§ EXERCISE OBJECTIVE
When you restate the data, keep every word as it is and drop the images.

§ RECORDS FOR THE EXERCISE

_____

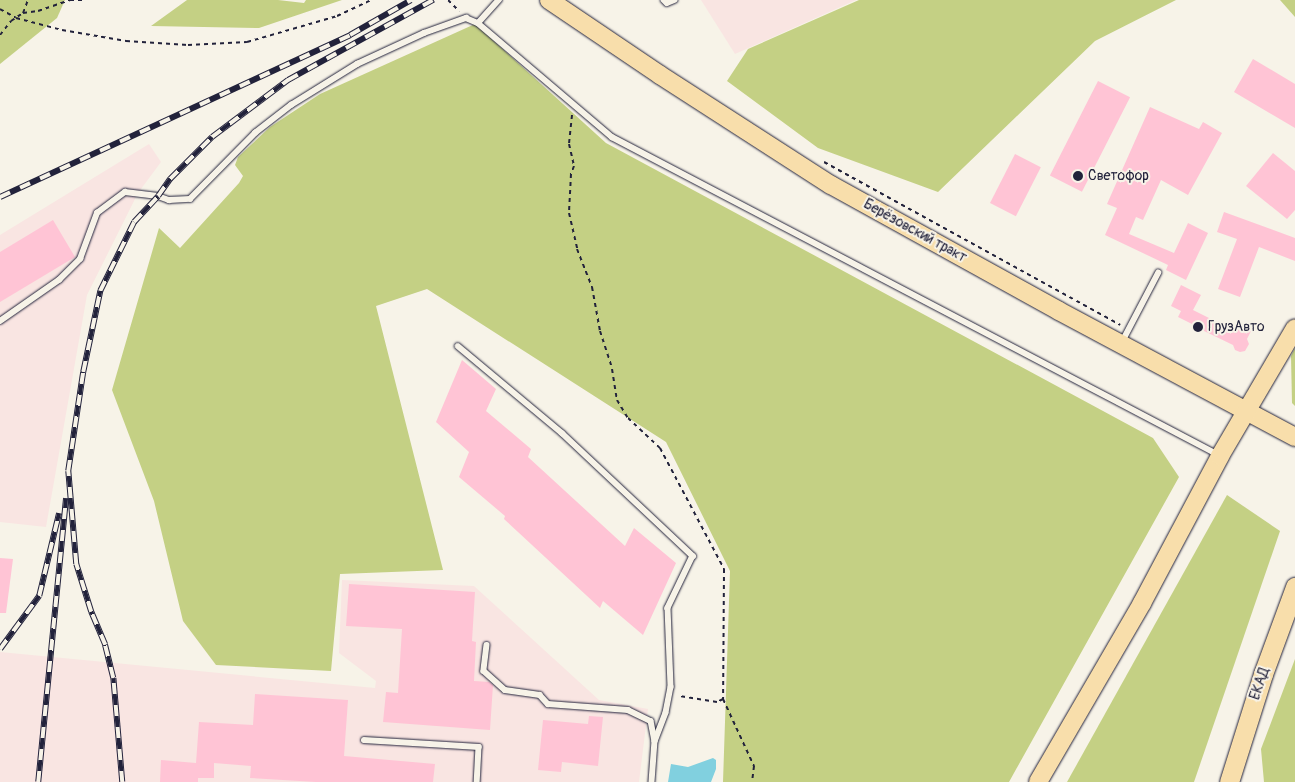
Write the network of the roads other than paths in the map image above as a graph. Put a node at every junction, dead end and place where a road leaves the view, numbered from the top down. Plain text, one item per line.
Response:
1 (499, 0) edge
2 (549, 0) edge
3 (664, 0) edge
4 (674, 0) edge
5 (478, 23) junction
6 (1158, 273) dead end
7 (0, 321) edge
8 (1295, 328) edge
9 (1125, 336) junction
10 (458, 346) dead end
11 (1246, 412) junction
12 (1295, 437) edge
13 (1220, 456) junction
14 (1295, 587) edge
15 (487, 645) dead end
16 (1243, 733) junction
17 (364, 740) dead end
18 (655, 741) junction
19 (477, 782) edge
20 (652, 782) edge
21 (1038, 782) edge
22 (1229, 782) edge
23 (1240, 782) edge

1 - 5 lane
2 - 9 main road, Берёзовский тракт
3 - 4 lane
5 - 7 lane
5 - 13 lane
6 - 9 lane
8 - 11 main road
9 - 11 main road, Берёзовский тракт
10 - 18 lane
11 - 12 main road, Берёзовский тракт
11 - 13 main road
13 - 21 main road
14 - 16 highway, ЕКАД
15 - 18 lane
16 - 22 highway, ЕКАД
16 - 23 main road
17 - 19 lane
18 - 20 lane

_____

§ PROBLEM SOLUTION
Write the network of the roads other than paths in the map image above as a graph. Put a node at every junction, dead end and place where a road leaves the view, numbered from the top down. Plain text, one item per line.
Response:
1 (499, 0) edge
2 (549, 0) edge
3 (664, 0) edge
4 (674, 0) edge
5 (478, 23) junction
6 (1158, 273) dead end
7 (0, 321) edge
8 (1295, 328) edge
9 (1125, 336) junction
10 (458, 346) dead end
11 (1246, 412) junction
12 (1295, 437) edge
13 (1220, 456) junction
14 (1295, 587) edge
15 (487, 645) dead end
16 (1243, 733) junction
17 (364, 740) dead end
18 (655, 741) junction
19 (477, 782) edge
20 (652, 782) edge
21 (1038, 782) edge
22 (1229, 782) edge
23 (1240, 782) edge

1 - 5 lane
2 - 9 main road, Берёзовский тракт
3 - 4 lane
5 - 7 lane
5 - 13 lane
6 - 9 lane
8 - 11 main road
9 - 11 main road, Берёзовский тракт
10 - 18 lane
11 - 12 main road, Берёзовский тракт
11 - 13 main road
13 - 21 main road
14 - 16 highway, ЕКАД
15 - 18 lane
16 - 22 highway, ЕКАД
16 - 23 main road
17 - 19 lane
18 - 20 lane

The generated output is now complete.